Intrathecal dexamethasone therapy for febrile infection‐related epilepsy syndrome

Objective Increasing reports suggest a role for immunological mechanisms in febrile infection‐related epilepsy syndrome (FIRES). The objective of this study was to elucidate the efficacy and safety of intrathecal dexamethasone therapy (IT‐DEX). Methods We assessed six pediatric patients with FIRES who were administered add‐on IT‐DEX in the acute (n = 5) and chronic (n = 1) phases. We evaluated clinical courses and prognosis. We measured cytokines/chemokines in cerebrospinal fluid (CSF) from FIRES patients at several points, including pre‐ and post‐IT‐DEX, and compared them with control patients with chronic epilepsy (n = 12, for cytokines/chemokines) or with noninflammatory neurological disease (NIND, n = 13, for neopterin). Results Anesthesia was weaned after a median of 5.5 days from IT‐DEX initiation (n = 6). There was a positive correlation between the duration from the disease onset to the introduction of IT‐DEX and the length of ICU stay and the duration of mechanical ventilation. No patient experienced severe adverse events.

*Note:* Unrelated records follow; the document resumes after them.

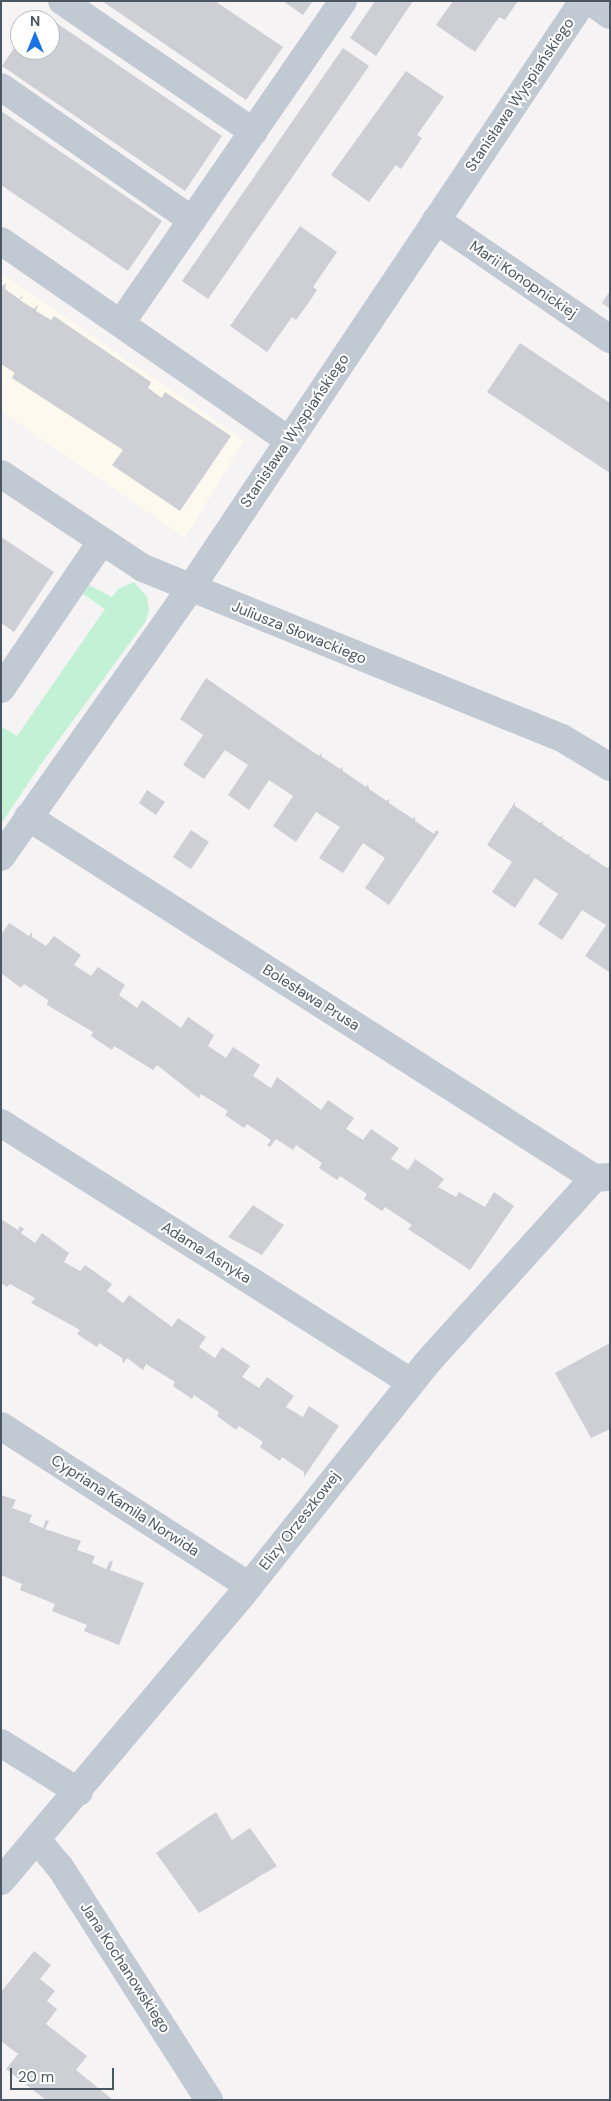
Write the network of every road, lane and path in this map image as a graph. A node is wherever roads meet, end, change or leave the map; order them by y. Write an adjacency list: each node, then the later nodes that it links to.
1 (62, 1): 7 (street)
2 (343, 1): 7 (street)
3 (583, 1): 9 (street, Stanisława Wyspiańskiego)
4 (590, 1): 5 (street)
5 (610, 15)
6 (1, 87): 8 (street)
7 (253, 132): 8 (street)
8 (192, 220): 11 (street)
9 (436, 220): 12 (street, Marii Konopnickiej); 13 (street, Stanisława Wyspiańskiego)
10 (1, 241): 11 (street)
11 (121, 323): 13 (street)
12 (610, 339)
13 (288, 440): 16 (street, Stanisława Wyspiańskiego)
14 (1, 474): 15 (street, Juliusza Słowackiego)
15 (102, 541): 16 (street, Juliusza Słowackiego); 17 (street)
16 (190, 589): 18 (street, Juliusza Słowackiego); 19 (street, Stanisława Wyspiańskiego)
17 (1, 689)
18 (610, 768)
19 (28, 817): 20 (street, Stanisława Wyspiańskiego); 22 (street, Bolesława Prusa)
20 (1, 857)
21 (1, 1123): 23 (street, Adama Asnyka)
22 (602, 1178): 23 (street, Elizy Orzeszkowej)
23 (411, 1382): 25 (street, Elizy Orzeszkowej)
24 (1, 1426): 25 (street, Cypriana Kamila Norwida)
25 (249, 1586): 27 (street, Elizy Orzeszkowej)
26 (1, 1743): 27 (street)
27 (79, 1792): 28 (street, Elizy Orzeszkowej)
28 (37, 1840): 29 (street, Elizy Orzeszkowej); 30 (street, Jana Kochanowskiego)
29 (1, 1881)
30 (209, 2100)

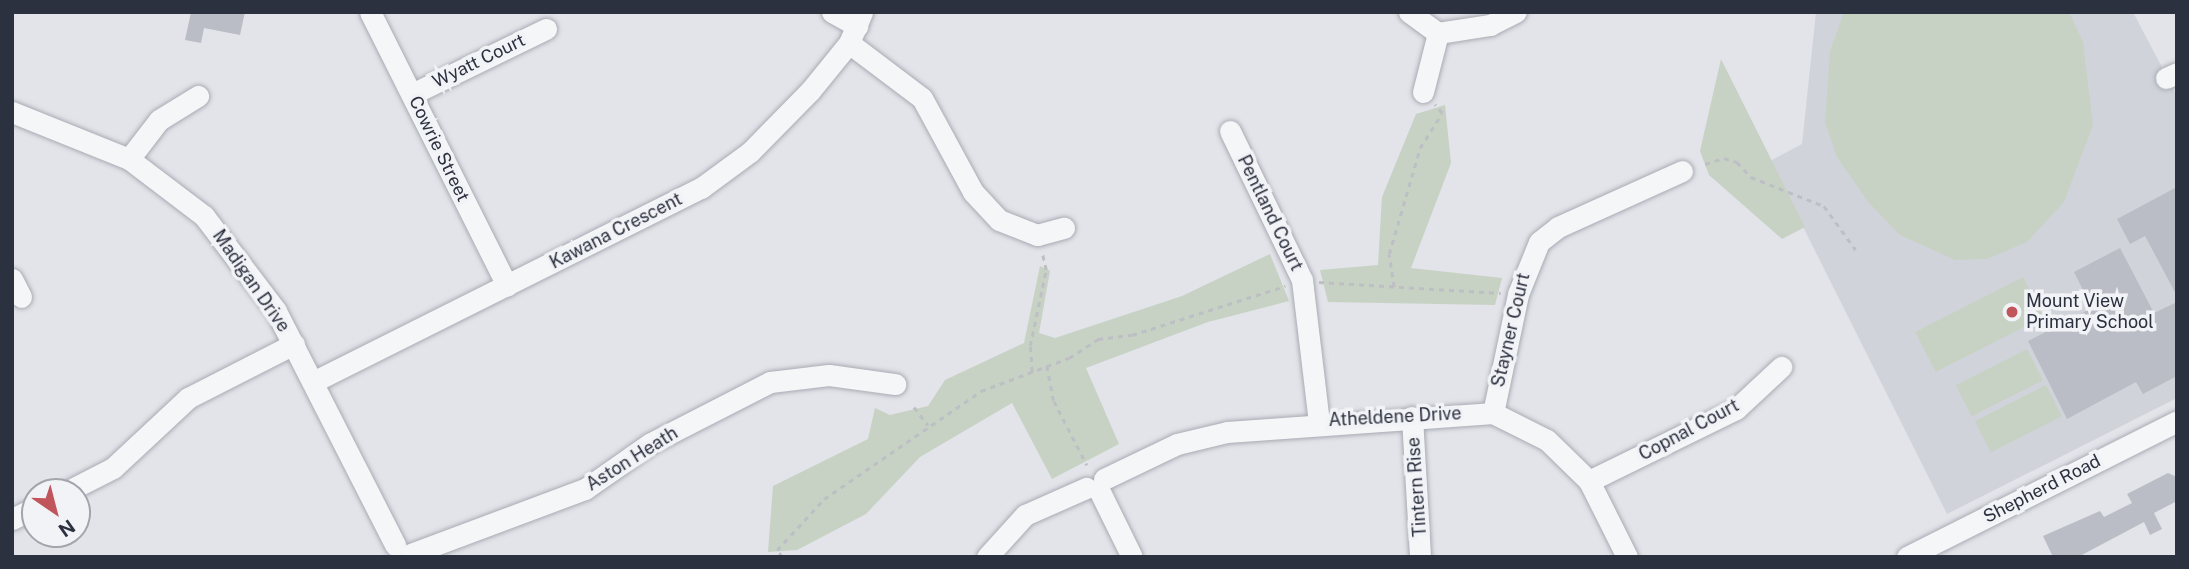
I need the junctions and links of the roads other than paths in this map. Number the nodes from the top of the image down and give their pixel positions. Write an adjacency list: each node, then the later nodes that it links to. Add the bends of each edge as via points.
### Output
1 (370, 12): 9 (street, Cowrie Street)
2 (832, 12): 5 (street)
3 (1409, 12): 7 (street)
4 (1516, 12): 7 (street, via 1490,26)
5 (856, 27): 15 (street, via 922,98 986,207 1018,231 1037,235); 16 (street, Kawana Crescent, via 750,152 701,188)
6 (546, 29): 9 (street, Wyatt Court)
7 (1437, 33): 8 (street)
8 (1423, 92)
9 (412, 94): 16 (street, Cowrie Street)
10 (198, 96): 13 (street, via 159,120)
11 (12, 112): 13 (street, Madigan Drive)
12 (1230, 131): 24 (street, Pentland Court, via 1302,280)
13 (129, 159): 17 (street, Madigan Drive, via 204,216)
14 (1682, 172): 21 (street, Stayner Court, via 1558,226 1539,242 1518,293)
15 (1064, 228)
16 (507, 286): 19 (street, Kawana Crescent)
17 (294, 344): 19 (street, Madigan Drive); 25 (street, via 188,397 113,468)
18 (1781, 367): 26 (street, Copnal Court, via 1736,409)
19 (314, 381): 28 (street, Madigan Drive)
20 (895, 384): 28 (street, Aston Heath, via 829,375 770,382 651,443 585,489)
21 (1493, 413): 22 (street, Atheldene Drive); 26 (street, Atheldene Drive, via 1547,440)
22 (1412, 417): 24 (street, Atheldene Drive); 31 (street, Tintern Rise)
23 (2177, 421): 33 (street, Shepherd Road)
24 (1320, 422): 27 (street, Atheldene Drive, via 1177,443)
25 (91, 479)
26 (1589, 481): 32 (street, Atheldene Drive)
27 (1097, 486): 29 (street, Atheldene Drive, via 1025,515); 30 (street)
28 (401, 553)
29 (987, 557)
30 (1132, 557)
31 (1420, 557)
32 (1627, 557)
33 (1907, 557)

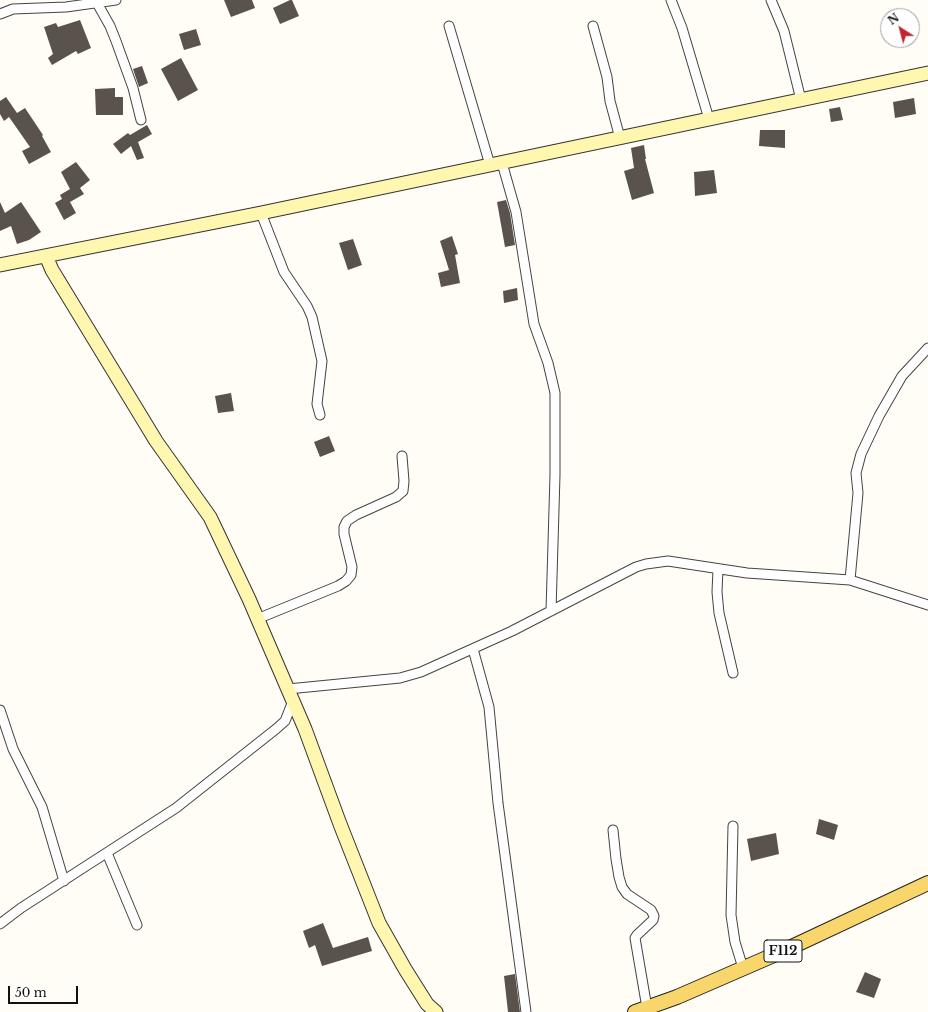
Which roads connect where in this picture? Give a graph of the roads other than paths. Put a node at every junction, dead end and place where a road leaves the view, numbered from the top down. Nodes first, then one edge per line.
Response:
1 (116, 0) edge
2 (671, 0) edge
3 (771, 0) edge
4 (97, 3) junction
5 (0, 14) edge
6 (449, 26) dead end
7 (593, 26) dead end
8 (928, 74) edge
9 (801, 100) junction
10 (709, 119) junction
11 (141, 120) dead end
12 (620, 138) junction
13 (496, 164) junction
14 (261, 213) junction
15 (46, 256) junction
16 (2, 262) edge
17 (928, 348) edge
18 (320, 415) dead end
19 (402, 456) dead end
20 (718, 569) junction
21 (850, 580) junction
22 (928, 605) edge
23 (551, 611) junction
24 (257, 619) junction
25 (473, 649) junction
26 (733, 673) dead end
27 (288, 689) junction
28 (293, 702) junction
29 (0, 710) edge
30 (732, 826) dead end
31 (614, 830) dead end
32 (107, 853) junction
33 (64, 880) junction
34 (928, 883) edge
35 (0, 924) edge
36 (137, 926) dead end
37 (744, 968) junction
38 (641, 1010) edge
39 (436, 1012) edge
40 (526, 1012) edge

1 - 4 street
2 - 10 street
3 - 9 street
4 - 5 street
4 - 11 street
6 - 13 street
7 - 12 street
8 - 9 main road
9 - 10 main road
10 - 12 main road
12 - 13 main road
13 - 14 main road
13 - 23 street
14 - 15 main road
14 - 18 street
15 - 16 main road
15 - 24 main road
17 - 21 street
19 - 24 street
20 - 21 street
20 - 23 street
20 - 26 street
21 - 22 street
23 - 25 street
24 - 27 main road
25 - 27 street
25 - 40 street
27 - 28 main road
28 - 32 street
28 - 39 main road
29 - 33 street
30 - 37 street
31 - 38 street
32 - 33 street
32 - 36 street
33 - 35 street
34 - 37 main road, F112
37 - 38 main road, F112

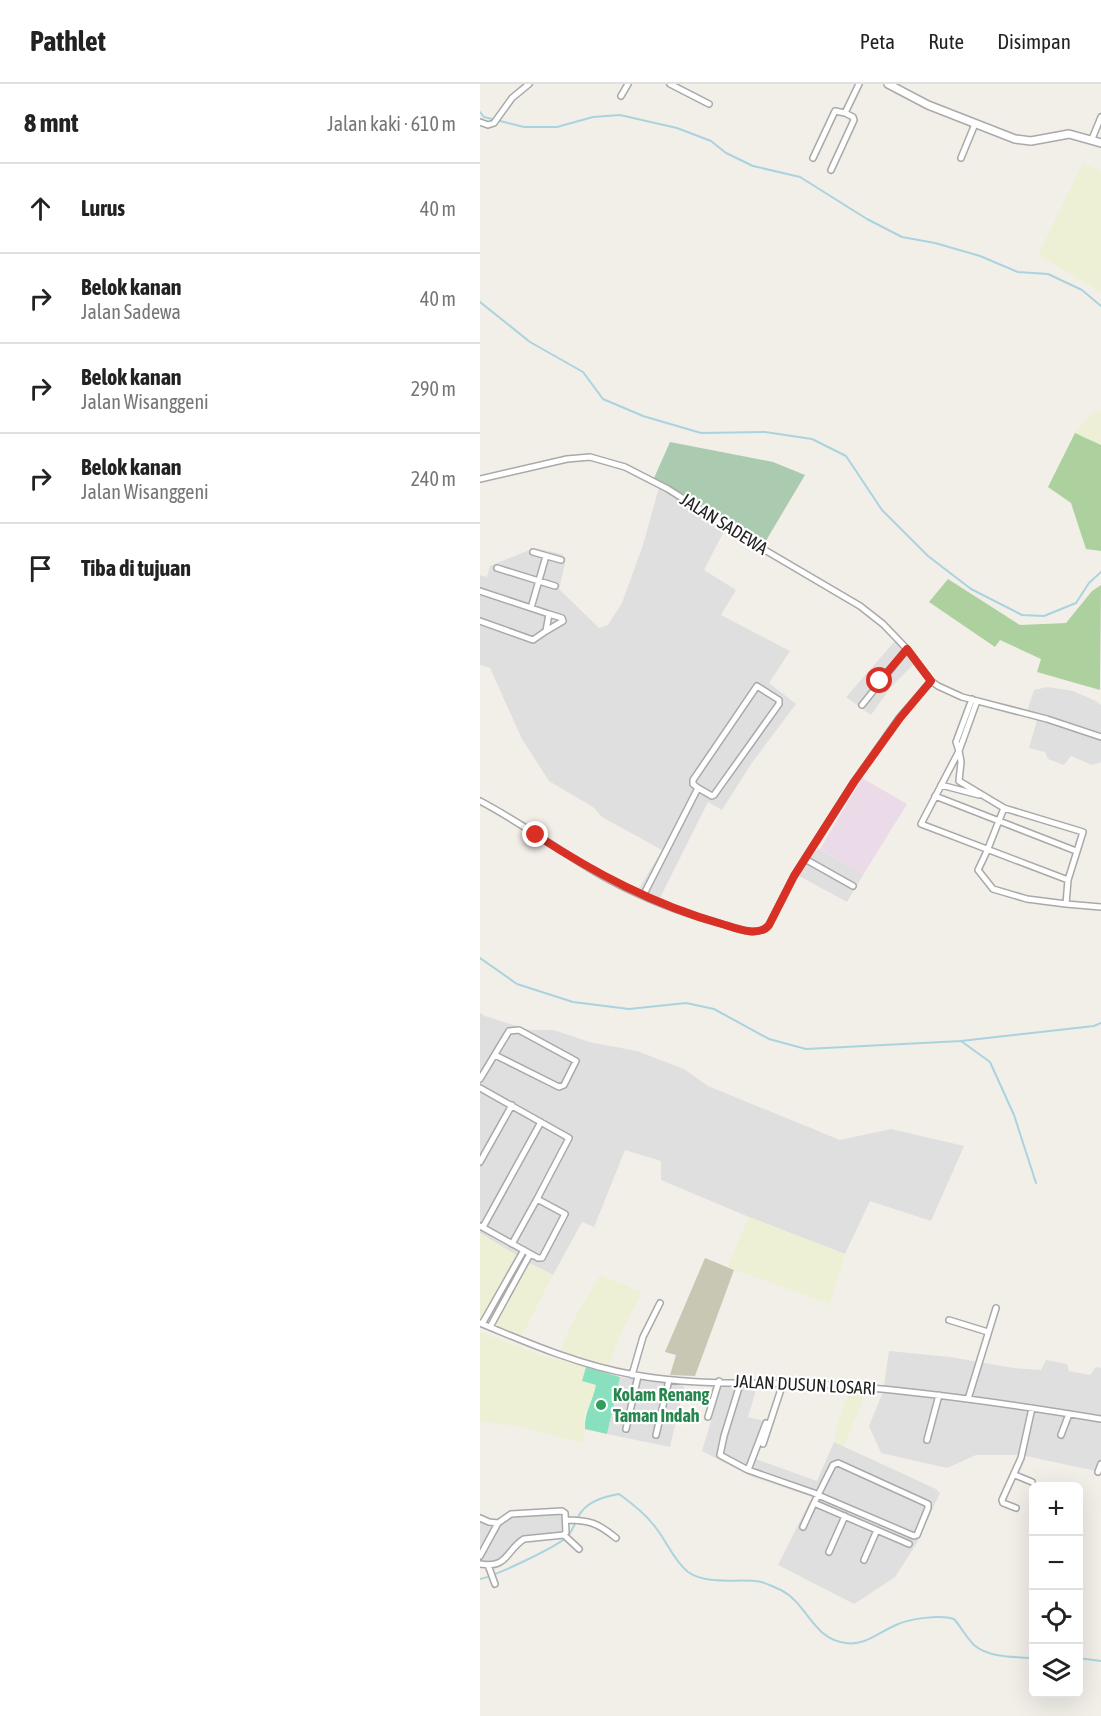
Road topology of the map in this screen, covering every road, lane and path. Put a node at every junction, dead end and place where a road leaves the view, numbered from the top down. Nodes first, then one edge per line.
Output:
1 (529, 84) edge
2 (628, 84) edge
3 (670, 84) edge
4 (859, 84) edge
5 (888, 84) edge
6 (621, 96) dead end
7 (709, 104) dead end
8 (845, 113) junction
9 (1101, 117) edge
10 (480, 122) edge
11 (975, 124) junction
12 (1092, 139) junction
13 (1101, 143) edge
14 (813, 158) dead end
15 (961, 158) dead end
16 (831, 170) dead end
17 (480, 479) edge
18 (533, 552) dead end
19 (546, 556) junction
20 (561, 560) dead end
21 (497, 568) dead end
22 (538, 581) junction
23 (555, 586) dead end
24 (480, 591) edge
25 (531, 608) junction
26 (549, 614) junction
27 (480, 621) edge
28 (546, 631) junction
29 (907, 649) junction
30 (931, 681) junction
31 (975, 700) junction
32 (862, 705) dead end
33 (1101, 737) edge
34 (959, 751) junction
35 (959, 781) junction
36 (940, 785) junction
37 (698, 788) junction
38 (963, 792) junction
39 (934, 796) junction
40 (987, 796) junction
41 (480, 801) edge
42 (1004, 808) junction
43 (998, 821) junction
44 (987, 851) junction
45 (1076, 851) junction
46 (805, 859) junction
47 (1068, 880) junction
48 (853, 886) dead end
49 (643, 896) junction
50 (1066, 904) junction
51 (1101, 907) edge
52 (495, 1055) junction
53 (480, 1079) edge
54 (480, 1088) edge
55 (512, 1106) junction
56 (541, 1122) junction
57 (480, 1162) edge
58 (537, 1199) junction
59 (481, 1227) edge
60 (512, 1244) junction
61 (524, 1250) junction
62 (530, 1254) junction
63 (660, 1303) dead end
64 (996, 1308) dead end
65 (949, 1320) dead end
66 (481, 1324) edge
67 (490, 1327) junction
68 (988, 1332) junction
69 (635, 1375) junction
70 (669, 1380) junction
71 (719, 1382) junction
72 (741, 1382) junction
73 (783, 1383) junction
74 (939, 1395) junction
75 (968, 1399) junction
76 (1032, 1408) junction
77 (1070, 1414) junction
78 (708, 1416) dead end
79 (1101, 1419) edge
80 (766, 1423) dead end
81 (626, 1429) dead end
82 (656, 1435) dead end
83 (1061, 1435) dead end
84 (927, 1440) dead end
85 (763, 1444) dead end
86 (1101, 1464) edge
87 (747, 1470) junction
88 (1098, 1472) dead end
89 (1015, 1475) junction
90 (1032, 1482) dead end
91 (818, 1495) junction
92 (814, 1503) junction
93 (1016, 1508) dead end
94 (845, 1516) junction
95 (480, 1518) edge
96 (566, 1520) junction
97 (498, 1522) junction
98 (803, 1527) dead end
99 (877, 1530) junction
100 (566, 1537) junction
101 (616, 1538) dead end
102 (909, 1544) dead end
103 (579, 1549) dead end
104 (829, 1552) dead end
105 (480, 1556) edge
106 (864, 1560) dead end
107 (480, 1564) edge
108 (489, 1568) junction
109 (495, 1582) dead end

1 - 10 street
2 - 6 street
3 - 7 street
4 - 8 street
5 - 11 street
8 - 14 street
8 - 16 street
9 - 12 street
11 - 12 street
11 - 15 street
12 - 13 street
17 - 29 street, JALAN SADEWA
18 - 19 street
19 - 20 street
19 - 22 street
21 - 22 street
22 - 23 street
22 - 25 street
24 - 25 street
25 - 26 street
26 - 28 street
26 - 28 street
27 - 28 street
29 - 30 street, JALAN SADEWA
29 - 32 street
30 - 31 street
30 - 46 street
31 - 33 street
31 - 34 street
34 - 35 street
34 - 36 street
35 - 38 street
35 - 40 street
36 - 38 street
36 - 39 street
37 - 37 street
37 - 49 street
38 - 40 street
39 - 43 street
39 - 44 street
40 - 42 street
41 - 49 street
42 - 43 street
42 - 45 street
43 - 44 street
43 - 45 street
44 - 47 street
44 - 50 street
45 - 47 street
46 - 48 street
46 - 49 street
47 - 50 street
50 - 51 street
52 - 52 street
52 - 53 street
54 - 55 street
55 - 56 street
55 - 57 street
56 - 58 street
56 - 59 street
58 - 60 street
58 - 62 street
59 - 60 street
60 - 61 street
61 - 62 street
61 - 66 street
62 - 67 street
63 - 69 street
64 - 68 street
65 - 68 street
66 - 67 street, JALAN DUSUN LOSARI
67 - 69 street, JALAN DUSUN LOSARI
68 - 75 street
69 - 70 street, JALAN DUSUN LOSARI
69 - 81 street
70 - 71 street, JALAN DUSUN LOSARI
70 - 82 street
71 - 72 street, JALAN DUSUN LOSARI
71 - 78 street
72 - 73 street, JALAN DUSUN LOSARI
72 - 87 street
73 - 74 street, JALAN DUSUN LOSARI
73 - 85 street
74 - 75 street, JALAN DUSUN LOSARI
74 - 84 street
75 - 76 street, JALAN DUSUN LOSARI
76 - 77 street, JALAN DUSUN LOSARI
76 - 89 street
77 - 79 street, JALAN DUSUN LOSARI
77 - 83 street
80 - 87 street
86 - 88 street
87 - 91 street
89 - 90 street
89 - 93 street
91 - 91 street
91 - 92 street
92 - 94 street
92 - 98 street
94 - 99 street
94 - 104 street
95 - 97 street
96 - 97 street
96 - 100 street
96 - 101 street
97 - 105 street
99 - 102 street
99 - 106 street
100 - 103 street
100 - 108 street
107 - 108 street
108 - 109 street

Seizure spreading and background activities on electroencephalography were improved after IT‐DEX in all patients. The levels of CXCL10, CXCL9, IFN‐γ, and neopterin at pre‐IT‐DEX were significantly elevated compared to levels in epilepsy controls, and CXCL10 and neopterin were significantly decreased post‐IT‐DEX, but were still higher compared to patients with chronic epilepsy. IL‐6, IL‐8, and IL‐1β were significantly elevated before IT‐DEX compared to epilepsy controls, though there was no significant decrease post‐treatment. Interpretation IT‐DEX represents a therapeutic option for patients with FIRES that could shorten the duration of the critical stage of the disease. The effect of IT‐DEX on FIRES might include cytokine‐independent mechanisms.